= The problem =
Please reproduce all the data exactly as written and omit the pictures.

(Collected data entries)
****************************************

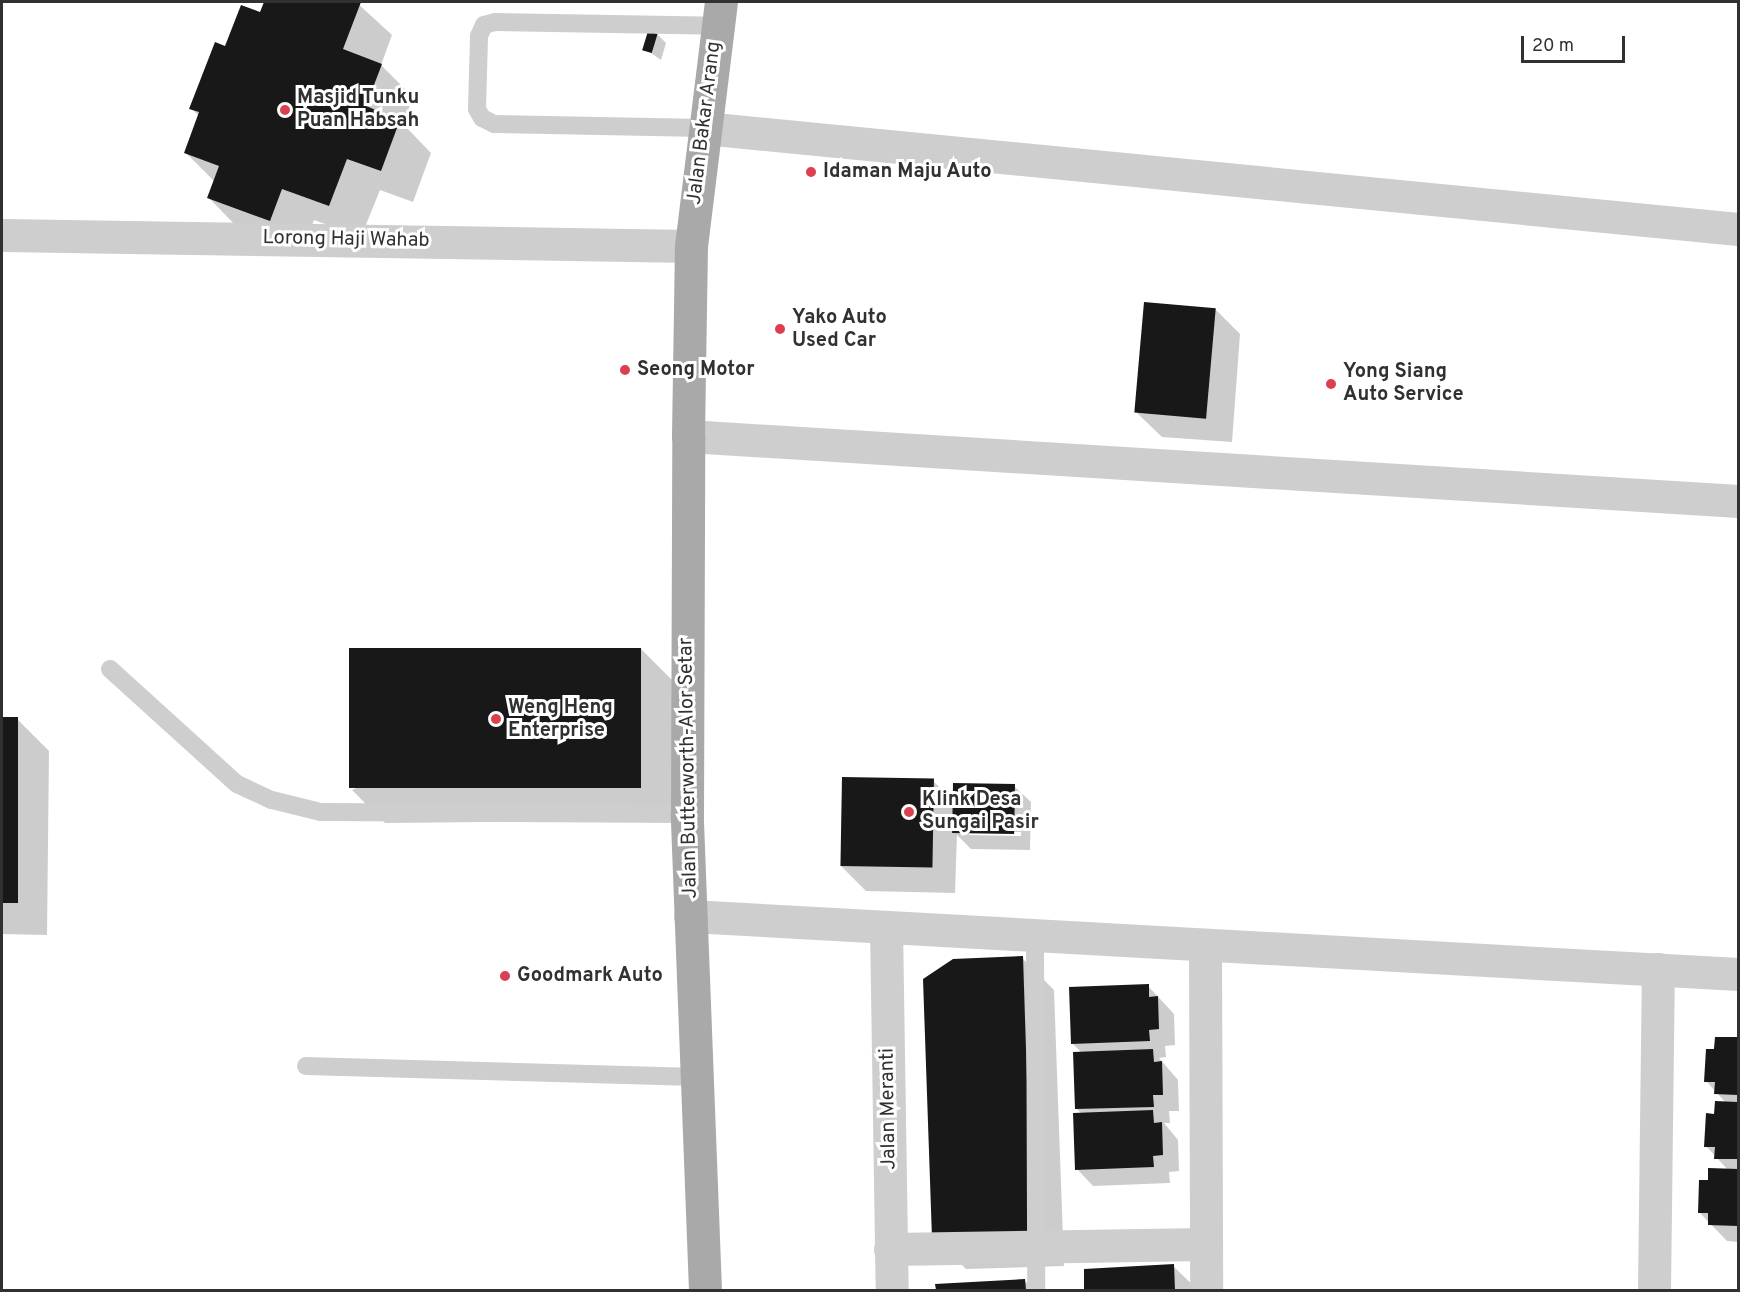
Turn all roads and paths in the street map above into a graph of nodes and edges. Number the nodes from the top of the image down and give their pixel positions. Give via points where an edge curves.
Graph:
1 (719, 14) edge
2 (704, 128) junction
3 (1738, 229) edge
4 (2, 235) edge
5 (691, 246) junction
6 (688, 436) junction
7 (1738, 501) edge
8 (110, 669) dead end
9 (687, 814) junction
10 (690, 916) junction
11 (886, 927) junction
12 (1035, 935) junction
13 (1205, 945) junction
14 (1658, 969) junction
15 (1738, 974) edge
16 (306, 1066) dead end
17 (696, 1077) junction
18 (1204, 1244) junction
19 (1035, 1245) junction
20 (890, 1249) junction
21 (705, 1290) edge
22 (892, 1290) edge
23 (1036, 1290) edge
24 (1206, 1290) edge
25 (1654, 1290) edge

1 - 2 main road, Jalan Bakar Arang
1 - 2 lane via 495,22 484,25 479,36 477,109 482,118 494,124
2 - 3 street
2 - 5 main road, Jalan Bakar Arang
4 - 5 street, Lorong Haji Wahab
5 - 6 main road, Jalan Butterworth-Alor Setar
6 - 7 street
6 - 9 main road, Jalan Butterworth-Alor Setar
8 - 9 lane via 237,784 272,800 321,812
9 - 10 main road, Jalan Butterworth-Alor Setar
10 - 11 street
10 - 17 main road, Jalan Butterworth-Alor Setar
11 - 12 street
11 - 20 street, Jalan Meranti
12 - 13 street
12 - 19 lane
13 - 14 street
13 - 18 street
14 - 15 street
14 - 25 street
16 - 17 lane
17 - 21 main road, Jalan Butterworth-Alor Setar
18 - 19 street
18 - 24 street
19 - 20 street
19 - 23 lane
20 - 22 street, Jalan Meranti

****************************************

= Written response =
Turn all roads and paths in the street map above into a graph of nodes and edges. Number the nodes from the top of the image down and give their pixel positions. Give via points where an edge curves.
Graph:
1 (719, 14) edge
2 (704, 128) junction
3 (1738, 229) edge
4 (2, 235) edge
5 (691, 246) junction
6 (688, 436) junction
7 (1738, 501) edge
8 (110, 669) dead end
9 (687, 814) junction
10 (690, 916) junction
11 (886, 927) junction
12 (1035, 935) junction
13 (1205, 945) junction
14 (1658, 969) junction
15 (1738, 974) edge
16 (306, 1066) dead end
17 (696, 1077) junction
18 (1204, 1244) junction
19 (1035, 1245) junction
20 (890, 1249) junction
21 (705, 1290) edge
22 (892, 1290) edge
23 (1036, 1290) edge
24 (1206, 1290) edge
25 (1654, 1290) edge

1 - 2 main road, Jalan Bakar Arang
1 - 2 lane via 495,22 484,25 479,36 477,109 482,118 494,124
2 - 3 street
2 - 5 main road, Jalan Bakar Arang
4 - 5 street, Lorong Haji Wahab
5 - 6 main road, Jalan Butterworth-Alor Setar
6 - 7 street
6 - 9 main road, Jalan Butterworth-Alor Setar
8 - 9 lane via 237,784 272,800 321,812
9 - 10 main road, Jalan Butterworth-Alor Setar
10 - 11 street
10 - 17 main road, Jalan Butterworth-Alor Setar
11 - 12 street
11 - 20 street, Jalan Meranti
12 - 13 street
12 - 19 lane
13 - 14 street
13 - 18 street
14 - 15 street
14 - 25 street
16 - 17 lane
17 - 21 main road, Jalan Butterworth-Alor Setar
18 - 19 street
18 - 24 street
19 - 20 street
19 - 23 lane
20 - 22 street, Jalan Meranti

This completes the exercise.